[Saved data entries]
┄┄┄┄┄┄┄┄┄┄

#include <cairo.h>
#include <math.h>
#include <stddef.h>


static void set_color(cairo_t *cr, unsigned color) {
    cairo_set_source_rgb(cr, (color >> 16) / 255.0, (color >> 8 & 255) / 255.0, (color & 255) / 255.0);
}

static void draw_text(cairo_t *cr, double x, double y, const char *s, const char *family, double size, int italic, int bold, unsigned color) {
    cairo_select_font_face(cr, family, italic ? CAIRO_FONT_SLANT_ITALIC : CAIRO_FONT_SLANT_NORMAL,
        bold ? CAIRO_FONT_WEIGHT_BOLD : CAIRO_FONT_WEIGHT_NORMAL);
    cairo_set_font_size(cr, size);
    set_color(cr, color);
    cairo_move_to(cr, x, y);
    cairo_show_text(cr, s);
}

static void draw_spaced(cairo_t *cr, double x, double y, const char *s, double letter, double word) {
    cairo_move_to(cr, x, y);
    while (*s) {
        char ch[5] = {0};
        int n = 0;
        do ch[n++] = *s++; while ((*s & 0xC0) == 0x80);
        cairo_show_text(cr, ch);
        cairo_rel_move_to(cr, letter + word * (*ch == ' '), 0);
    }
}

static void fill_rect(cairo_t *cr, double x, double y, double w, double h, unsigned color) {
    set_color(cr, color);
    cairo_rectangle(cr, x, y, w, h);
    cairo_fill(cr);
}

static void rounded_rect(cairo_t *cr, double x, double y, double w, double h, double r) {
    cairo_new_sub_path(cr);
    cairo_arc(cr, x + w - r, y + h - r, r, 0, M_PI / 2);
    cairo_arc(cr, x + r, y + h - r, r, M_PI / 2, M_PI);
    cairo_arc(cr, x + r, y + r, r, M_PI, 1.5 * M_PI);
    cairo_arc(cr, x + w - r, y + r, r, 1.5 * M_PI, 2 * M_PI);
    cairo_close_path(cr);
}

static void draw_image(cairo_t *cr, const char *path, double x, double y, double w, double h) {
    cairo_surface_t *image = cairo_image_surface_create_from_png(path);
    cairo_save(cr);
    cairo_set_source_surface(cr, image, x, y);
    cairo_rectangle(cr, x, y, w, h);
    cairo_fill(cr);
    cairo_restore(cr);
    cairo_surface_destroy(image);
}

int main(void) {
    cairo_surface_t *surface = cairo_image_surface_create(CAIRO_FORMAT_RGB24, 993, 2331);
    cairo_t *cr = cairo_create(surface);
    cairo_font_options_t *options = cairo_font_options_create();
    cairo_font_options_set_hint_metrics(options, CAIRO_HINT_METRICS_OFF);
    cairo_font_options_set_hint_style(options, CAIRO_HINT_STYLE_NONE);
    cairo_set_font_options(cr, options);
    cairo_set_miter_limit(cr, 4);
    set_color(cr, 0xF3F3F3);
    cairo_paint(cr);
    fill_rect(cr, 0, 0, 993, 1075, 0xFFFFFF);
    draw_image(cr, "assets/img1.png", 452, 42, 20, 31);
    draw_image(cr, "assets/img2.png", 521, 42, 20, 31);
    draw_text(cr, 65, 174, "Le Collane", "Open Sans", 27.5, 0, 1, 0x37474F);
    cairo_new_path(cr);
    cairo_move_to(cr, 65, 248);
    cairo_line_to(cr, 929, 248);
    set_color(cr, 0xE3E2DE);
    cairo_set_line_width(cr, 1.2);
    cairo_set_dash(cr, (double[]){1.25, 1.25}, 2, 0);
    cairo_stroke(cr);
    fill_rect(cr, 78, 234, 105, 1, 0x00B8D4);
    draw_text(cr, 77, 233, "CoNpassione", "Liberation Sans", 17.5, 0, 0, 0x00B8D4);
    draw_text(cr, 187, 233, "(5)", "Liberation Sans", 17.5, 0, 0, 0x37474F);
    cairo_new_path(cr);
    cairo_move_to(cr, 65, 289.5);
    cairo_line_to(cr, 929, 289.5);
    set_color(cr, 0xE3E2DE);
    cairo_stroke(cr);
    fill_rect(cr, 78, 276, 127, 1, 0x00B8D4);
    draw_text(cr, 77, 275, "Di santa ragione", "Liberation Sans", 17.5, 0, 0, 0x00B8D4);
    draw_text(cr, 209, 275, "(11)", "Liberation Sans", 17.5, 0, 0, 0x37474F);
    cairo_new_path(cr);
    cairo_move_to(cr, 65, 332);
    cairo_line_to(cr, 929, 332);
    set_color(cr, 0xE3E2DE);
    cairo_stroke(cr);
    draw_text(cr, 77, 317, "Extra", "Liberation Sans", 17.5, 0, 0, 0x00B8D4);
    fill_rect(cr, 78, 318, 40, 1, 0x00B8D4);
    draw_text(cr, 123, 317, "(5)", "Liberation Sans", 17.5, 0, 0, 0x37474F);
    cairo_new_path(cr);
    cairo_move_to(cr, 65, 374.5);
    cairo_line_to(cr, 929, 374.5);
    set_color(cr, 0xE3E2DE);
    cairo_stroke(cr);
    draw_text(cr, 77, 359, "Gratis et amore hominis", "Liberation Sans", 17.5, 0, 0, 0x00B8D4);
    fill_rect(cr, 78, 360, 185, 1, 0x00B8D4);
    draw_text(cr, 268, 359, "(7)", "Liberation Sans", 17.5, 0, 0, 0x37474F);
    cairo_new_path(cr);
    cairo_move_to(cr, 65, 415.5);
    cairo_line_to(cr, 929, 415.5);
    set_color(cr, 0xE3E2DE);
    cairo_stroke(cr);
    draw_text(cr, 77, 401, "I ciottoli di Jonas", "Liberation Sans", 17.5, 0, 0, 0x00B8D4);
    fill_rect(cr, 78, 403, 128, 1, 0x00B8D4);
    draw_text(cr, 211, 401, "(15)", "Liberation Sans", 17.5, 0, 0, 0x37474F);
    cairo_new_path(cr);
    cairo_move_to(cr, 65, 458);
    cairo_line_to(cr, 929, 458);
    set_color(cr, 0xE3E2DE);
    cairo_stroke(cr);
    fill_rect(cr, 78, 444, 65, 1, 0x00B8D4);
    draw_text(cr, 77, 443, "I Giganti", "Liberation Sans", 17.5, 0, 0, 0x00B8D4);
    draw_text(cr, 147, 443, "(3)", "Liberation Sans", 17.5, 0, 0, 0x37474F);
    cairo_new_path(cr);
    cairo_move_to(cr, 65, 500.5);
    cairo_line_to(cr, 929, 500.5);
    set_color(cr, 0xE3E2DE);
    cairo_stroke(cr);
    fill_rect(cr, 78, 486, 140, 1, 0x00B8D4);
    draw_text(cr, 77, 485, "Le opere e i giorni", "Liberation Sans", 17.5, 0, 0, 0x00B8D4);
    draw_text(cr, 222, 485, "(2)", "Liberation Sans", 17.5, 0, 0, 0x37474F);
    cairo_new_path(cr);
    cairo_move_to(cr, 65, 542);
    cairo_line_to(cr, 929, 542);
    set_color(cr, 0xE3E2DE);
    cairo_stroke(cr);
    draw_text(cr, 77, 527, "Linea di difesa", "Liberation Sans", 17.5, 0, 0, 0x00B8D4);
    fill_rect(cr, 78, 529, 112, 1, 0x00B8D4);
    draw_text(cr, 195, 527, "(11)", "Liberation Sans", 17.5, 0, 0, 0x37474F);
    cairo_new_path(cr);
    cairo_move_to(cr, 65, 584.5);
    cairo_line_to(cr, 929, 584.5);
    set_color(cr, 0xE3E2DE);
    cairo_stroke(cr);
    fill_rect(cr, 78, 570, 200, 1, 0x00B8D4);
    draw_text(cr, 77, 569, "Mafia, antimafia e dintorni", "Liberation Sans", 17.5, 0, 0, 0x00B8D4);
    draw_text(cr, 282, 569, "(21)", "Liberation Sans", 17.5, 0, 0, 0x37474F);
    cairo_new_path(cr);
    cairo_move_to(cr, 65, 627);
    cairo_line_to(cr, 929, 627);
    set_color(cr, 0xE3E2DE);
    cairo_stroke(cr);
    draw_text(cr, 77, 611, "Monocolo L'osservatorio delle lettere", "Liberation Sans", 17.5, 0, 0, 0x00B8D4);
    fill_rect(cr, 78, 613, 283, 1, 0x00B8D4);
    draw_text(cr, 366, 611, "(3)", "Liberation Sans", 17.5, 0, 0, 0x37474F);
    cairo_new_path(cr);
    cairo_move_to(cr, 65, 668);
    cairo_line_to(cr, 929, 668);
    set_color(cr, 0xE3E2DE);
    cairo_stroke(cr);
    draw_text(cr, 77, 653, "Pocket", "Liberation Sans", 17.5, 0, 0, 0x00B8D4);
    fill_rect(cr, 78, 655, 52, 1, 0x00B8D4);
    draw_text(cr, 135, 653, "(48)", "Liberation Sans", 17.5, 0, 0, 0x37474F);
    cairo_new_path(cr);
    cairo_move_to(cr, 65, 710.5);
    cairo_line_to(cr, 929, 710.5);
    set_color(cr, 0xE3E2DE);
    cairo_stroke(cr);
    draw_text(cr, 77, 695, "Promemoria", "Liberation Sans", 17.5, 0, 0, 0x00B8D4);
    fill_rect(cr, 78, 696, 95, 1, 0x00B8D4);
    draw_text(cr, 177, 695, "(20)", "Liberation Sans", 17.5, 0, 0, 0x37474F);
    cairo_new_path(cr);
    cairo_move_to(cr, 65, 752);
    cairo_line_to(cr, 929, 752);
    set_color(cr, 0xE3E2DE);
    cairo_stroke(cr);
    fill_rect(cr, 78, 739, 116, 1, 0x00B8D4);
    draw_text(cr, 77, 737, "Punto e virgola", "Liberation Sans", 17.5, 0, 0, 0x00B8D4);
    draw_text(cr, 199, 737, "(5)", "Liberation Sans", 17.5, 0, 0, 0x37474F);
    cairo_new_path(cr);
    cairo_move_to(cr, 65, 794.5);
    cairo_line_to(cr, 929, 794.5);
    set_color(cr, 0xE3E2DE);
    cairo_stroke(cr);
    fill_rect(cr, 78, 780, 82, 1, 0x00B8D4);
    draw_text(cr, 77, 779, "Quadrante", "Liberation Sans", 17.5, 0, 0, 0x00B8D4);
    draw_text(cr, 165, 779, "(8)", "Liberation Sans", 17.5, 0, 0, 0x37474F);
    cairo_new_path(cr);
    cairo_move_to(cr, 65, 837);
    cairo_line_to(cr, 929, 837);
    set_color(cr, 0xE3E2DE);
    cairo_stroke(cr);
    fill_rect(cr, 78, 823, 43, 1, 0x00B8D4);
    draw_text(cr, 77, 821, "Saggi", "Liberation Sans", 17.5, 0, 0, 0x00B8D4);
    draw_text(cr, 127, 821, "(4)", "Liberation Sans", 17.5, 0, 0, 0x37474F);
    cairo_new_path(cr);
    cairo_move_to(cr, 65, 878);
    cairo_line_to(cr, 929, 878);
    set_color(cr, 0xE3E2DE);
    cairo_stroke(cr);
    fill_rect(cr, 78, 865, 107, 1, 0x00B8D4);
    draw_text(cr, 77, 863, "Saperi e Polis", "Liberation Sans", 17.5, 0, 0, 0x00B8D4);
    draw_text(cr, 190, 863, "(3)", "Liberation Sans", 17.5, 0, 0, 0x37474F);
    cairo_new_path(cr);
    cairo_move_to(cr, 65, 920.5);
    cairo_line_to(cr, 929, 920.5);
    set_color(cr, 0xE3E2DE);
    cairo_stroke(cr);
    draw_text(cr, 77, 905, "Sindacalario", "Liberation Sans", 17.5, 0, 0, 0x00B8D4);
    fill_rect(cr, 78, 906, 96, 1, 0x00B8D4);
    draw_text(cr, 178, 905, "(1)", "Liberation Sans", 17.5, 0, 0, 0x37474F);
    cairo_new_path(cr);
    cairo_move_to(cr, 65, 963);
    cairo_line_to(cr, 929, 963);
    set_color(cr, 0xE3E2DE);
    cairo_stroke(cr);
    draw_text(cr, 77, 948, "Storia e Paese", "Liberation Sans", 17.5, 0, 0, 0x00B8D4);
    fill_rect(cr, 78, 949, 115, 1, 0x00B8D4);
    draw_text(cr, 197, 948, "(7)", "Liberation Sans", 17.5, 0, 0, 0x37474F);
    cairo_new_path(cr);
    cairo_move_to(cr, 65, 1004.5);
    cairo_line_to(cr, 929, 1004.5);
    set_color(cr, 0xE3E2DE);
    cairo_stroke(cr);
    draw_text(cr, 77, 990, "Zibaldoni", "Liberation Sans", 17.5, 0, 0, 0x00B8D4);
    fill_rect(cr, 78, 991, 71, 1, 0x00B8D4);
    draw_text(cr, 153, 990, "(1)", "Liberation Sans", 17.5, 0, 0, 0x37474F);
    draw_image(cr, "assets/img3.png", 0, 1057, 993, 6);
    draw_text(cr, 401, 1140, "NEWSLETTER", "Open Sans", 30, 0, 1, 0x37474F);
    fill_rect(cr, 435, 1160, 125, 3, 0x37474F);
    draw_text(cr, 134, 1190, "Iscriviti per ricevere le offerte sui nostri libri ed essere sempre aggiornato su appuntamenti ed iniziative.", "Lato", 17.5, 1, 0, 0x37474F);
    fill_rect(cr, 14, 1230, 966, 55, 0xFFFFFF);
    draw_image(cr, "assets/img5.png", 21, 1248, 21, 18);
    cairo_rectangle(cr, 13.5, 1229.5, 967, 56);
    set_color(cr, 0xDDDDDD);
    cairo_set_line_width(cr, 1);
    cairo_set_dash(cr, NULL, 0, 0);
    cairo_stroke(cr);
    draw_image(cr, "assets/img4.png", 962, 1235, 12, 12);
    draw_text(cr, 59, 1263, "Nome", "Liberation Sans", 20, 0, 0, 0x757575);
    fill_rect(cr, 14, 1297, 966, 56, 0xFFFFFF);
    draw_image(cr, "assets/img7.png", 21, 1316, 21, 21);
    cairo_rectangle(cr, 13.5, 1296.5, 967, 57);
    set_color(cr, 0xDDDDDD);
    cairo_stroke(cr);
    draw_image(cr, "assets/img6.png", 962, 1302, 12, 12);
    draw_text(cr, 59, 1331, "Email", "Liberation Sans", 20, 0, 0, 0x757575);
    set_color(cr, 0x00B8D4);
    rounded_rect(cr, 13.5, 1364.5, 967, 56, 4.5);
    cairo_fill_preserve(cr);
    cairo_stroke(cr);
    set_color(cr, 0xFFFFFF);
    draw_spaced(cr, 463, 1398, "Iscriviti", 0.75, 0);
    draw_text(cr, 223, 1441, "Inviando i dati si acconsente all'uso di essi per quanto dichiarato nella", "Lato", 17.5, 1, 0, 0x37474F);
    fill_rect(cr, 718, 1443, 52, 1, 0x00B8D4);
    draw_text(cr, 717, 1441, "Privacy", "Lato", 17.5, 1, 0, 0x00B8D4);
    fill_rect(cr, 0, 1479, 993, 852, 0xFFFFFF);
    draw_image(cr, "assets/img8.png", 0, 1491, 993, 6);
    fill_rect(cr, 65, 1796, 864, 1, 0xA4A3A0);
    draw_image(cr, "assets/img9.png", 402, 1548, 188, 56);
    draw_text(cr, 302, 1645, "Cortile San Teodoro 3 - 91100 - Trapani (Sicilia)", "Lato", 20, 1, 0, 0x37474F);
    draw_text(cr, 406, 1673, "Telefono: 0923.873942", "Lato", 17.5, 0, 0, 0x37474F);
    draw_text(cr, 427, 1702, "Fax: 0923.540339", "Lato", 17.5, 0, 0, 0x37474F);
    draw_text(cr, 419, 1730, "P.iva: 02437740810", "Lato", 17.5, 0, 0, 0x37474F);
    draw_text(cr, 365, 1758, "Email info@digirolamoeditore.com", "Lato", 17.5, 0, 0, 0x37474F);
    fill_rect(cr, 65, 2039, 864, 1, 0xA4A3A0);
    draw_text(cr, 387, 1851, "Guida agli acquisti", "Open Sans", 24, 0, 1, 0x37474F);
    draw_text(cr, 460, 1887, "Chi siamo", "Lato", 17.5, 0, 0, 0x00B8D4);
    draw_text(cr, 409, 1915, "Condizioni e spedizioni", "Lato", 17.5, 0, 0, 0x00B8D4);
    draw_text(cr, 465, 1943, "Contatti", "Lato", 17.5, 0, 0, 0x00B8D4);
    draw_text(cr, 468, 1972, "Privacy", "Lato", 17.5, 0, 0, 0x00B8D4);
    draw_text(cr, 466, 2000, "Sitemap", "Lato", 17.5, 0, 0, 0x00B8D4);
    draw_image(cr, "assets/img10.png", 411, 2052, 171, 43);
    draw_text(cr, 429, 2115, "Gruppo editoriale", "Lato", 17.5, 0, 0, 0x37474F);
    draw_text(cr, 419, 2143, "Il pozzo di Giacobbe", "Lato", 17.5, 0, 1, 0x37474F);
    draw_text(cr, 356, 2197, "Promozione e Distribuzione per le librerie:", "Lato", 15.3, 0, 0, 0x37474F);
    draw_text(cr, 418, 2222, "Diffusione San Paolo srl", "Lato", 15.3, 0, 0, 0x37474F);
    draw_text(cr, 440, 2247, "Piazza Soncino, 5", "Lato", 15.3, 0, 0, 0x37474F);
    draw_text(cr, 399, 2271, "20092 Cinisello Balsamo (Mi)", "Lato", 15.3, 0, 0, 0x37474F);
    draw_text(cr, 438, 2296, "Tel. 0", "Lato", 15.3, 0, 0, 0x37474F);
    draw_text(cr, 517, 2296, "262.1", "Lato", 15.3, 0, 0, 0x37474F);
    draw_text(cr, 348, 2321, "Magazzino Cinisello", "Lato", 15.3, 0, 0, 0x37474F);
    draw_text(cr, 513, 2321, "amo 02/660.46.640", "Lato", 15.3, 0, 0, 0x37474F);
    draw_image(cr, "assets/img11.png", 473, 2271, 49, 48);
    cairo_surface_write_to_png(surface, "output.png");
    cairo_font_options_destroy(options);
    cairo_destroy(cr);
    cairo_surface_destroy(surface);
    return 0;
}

┄┄┄┄┄┄┄┄┄┄

== Task to complete ==
Copy only this part of the entries above: the line with "cairo_image_surface_create(CAIRO_FORMAT_RGB24, 993, 2331);", the line with "cairo_set_miter_limit(cr, 4);", and the lines between, all exactly as written.

== Answer to the exercise ==
    cairo_surface_t *surface = cairo_image_surface_create(CAIRO_FORMAT_RGB24, 993, 2331);
    cairo_t *cr = cairo_create(surface);
    cairo_font_options_t *options = cairo_font_options_create();
    cairo_font_options_set_hint_metrics(options, CAIRO_HINT_METRICS_OFF);
    cairo_font_options_set_hint_style(options, CAIRO_HINT_STYLE_NONE);
    cairo_set_font_options(cr, options);
    cairo_set_miter_limit(cr, 4);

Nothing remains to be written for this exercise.